Among the lines below, count those that include "image", and state the count alone.

Start of Records for this task

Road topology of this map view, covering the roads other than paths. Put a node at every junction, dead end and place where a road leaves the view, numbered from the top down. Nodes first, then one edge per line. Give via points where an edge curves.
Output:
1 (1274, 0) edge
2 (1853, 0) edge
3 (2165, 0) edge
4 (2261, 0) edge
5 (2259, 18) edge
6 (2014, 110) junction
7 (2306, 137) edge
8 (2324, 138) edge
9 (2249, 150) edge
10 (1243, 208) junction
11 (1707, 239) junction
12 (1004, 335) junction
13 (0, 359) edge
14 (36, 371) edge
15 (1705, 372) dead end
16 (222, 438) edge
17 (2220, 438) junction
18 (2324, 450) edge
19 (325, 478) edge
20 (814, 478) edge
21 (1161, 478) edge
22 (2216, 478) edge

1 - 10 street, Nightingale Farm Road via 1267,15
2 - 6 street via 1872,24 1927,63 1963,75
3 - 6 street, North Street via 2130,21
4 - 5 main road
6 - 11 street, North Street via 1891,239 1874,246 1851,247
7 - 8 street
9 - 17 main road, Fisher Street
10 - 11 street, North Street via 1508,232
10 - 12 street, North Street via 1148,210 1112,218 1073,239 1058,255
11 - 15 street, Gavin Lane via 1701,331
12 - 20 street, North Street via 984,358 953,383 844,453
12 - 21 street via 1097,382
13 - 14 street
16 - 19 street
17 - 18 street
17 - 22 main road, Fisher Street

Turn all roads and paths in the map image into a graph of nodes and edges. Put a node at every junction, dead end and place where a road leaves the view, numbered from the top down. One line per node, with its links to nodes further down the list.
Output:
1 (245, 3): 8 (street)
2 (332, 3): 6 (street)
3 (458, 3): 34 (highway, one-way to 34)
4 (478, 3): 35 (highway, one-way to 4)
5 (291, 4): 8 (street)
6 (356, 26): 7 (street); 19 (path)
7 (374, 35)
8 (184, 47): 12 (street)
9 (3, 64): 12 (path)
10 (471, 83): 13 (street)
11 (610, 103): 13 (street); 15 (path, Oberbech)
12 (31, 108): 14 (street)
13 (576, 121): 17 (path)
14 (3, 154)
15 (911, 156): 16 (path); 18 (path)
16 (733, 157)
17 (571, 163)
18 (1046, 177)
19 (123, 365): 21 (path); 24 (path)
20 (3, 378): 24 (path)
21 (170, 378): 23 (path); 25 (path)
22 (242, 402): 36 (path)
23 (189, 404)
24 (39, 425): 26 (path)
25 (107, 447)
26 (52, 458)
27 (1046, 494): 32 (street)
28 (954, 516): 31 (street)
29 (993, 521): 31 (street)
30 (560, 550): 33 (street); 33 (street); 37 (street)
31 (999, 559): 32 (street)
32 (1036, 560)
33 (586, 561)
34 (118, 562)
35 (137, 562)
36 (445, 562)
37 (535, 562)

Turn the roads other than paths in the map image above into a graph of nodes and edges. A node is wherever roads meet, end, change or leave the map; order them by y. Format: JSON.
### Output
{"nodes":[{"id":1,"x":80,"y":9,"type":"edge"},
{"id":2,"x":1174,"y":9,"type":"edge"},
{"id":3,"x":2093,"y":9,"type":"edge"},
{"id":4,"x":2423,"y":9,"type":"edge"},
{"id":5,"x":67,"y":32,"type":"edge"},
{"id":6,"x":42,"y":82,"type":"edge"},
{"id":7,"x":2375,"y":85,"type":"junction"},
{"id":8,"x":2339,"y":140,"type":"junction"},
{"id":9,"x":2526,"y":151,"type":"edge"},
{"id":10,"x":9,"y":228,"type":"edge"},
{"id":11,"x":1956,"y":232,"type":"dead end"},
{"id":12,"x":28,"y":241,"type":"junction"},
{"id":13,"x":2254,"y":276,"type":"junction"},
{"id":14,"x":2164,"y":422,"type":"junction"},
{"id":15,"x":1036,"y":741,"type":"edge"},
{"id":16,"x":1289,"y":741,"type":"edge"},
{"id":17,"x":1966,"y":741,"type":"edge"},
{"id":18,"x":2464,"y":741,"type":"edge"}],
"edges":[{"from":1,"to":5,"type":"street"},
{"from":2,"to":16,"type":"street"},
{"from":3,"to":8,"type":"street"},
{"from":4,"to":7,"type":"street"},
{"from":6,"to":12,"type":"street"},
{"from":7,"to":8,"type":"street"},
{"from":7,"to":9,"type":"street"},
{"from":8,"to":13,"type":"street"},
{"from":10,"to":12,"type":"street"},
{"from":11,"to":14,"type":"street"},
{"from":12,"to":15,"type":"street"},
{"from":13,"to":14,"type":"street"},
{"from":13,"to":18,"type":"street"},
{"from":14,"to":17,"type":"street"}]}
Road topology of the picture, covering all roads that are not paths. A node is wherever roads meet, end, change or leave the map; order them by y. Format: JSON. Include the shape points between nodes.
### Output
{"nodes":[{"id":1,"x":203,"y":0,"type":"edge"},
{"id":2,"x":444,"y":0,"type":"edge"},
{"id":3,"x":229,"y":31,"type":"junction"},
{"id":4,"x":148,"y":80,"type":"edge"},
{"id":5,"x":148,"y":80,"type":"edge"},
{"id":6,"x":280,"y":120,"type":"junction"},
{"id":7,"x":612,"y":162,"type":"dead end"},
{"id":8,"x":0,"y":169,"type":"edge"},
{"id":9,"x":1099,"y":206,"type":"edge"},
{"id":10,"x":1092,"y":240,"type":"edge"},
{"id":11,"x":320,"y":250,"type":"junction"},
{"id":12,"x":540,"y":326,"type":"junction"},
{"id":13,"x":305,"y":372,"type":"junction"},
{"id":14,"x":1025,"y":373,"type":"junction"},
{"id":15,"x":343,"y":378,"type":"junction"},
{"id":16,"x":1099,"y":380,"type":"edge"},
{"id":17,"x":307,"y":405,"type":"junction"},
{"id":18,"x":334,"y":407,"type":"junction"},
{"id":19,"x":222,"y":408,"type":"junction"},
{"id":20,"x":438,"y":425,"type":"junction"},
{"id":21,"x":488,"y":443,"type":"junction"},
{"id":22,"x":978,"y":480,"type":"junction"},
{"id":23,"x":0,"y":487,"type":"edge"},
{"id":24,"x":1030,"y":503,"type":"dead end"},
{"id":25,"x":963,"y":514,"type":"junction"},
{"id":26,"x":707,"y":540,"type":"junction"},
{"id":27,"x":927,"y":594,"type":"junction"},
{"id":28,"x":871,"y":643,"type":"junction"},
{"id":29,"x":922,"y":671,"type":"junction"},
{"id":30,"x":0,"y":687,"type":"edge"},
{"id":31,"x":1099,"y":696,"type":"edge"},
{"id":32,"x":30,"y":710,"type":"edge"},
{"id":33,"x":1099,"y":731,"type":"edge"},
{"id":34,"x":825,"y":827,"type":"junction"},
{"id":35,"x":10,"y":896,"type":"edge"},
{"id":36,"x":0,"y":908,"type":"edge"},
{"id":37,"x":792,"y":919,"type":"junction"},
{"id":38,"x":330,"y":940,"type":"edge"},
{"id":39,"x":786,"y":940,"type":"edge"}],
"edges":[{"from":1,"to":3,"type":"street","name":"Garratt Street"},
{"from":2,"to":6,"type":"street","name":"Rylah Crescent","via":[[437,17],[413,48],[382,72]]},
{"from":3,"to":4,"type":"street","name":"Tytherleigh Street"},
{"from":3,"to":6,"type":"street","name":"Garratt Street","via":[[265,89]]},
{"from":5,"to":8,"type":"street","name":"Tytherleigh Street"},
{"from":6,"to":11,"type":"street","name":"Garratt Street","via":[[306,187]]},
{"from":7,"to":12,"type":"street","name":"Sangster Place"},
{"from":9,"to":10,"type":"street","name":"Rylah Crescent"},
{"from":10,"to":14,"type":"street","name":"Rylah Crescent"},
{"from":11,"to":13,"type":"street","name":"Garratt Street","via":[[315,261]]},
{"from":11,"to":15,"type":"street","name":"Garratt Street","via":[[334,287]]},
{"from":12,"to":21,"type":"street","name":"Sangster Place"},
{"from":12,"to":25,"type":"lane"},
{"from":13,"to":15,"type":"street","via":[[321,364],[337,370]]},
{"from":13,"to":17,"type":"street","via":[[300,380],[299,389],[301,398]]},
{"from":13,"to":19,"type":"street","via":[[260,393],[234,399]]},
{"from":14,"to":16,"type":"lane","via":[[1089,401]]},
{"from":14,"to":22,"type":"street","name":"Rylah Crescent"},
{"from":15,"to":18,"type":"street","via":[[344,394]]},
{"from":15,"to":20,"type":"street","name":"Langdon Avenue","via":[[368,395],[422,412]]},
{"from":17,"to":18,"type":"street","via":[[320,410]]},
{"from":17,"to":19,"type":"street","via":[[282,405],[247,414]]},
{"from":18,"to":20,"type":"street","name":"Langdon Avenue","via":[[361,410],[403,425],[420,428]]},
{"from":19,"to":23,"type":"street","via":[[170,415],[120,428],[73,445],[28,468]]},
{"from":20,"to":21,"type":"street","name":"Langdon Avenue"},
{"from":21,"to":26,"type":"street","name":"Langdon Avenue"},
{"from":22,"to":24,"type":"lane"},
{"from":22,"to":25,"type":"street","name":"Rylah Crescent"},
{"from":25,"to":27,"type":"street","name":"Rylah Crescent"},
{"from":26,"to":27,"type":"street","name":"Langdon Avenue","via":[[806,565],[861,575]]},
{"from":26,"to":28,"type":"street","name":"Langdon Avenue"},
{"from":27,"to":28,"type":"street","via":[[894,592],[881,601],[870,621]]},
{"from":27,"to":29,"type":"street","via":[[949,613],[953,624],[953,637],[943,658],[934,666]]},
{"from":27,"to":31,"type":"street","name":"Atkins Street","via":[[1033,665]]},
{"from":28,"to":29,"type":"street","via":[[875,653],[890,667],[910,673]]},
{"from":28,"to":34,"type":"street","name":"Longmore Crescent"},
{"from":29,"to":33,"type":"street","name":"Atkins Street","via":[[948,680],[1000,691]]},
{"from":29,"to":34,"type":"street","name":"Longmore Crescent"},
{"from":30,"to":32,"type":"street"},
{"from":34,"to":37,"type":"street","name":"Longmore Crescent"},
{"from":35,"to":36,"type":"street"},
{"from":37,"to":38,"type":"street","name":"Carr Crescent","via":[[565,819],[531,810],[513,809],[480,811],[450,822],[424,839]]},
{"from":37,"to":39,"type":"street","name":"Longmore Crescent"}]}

End of Records for this task

● **Exercise response**
2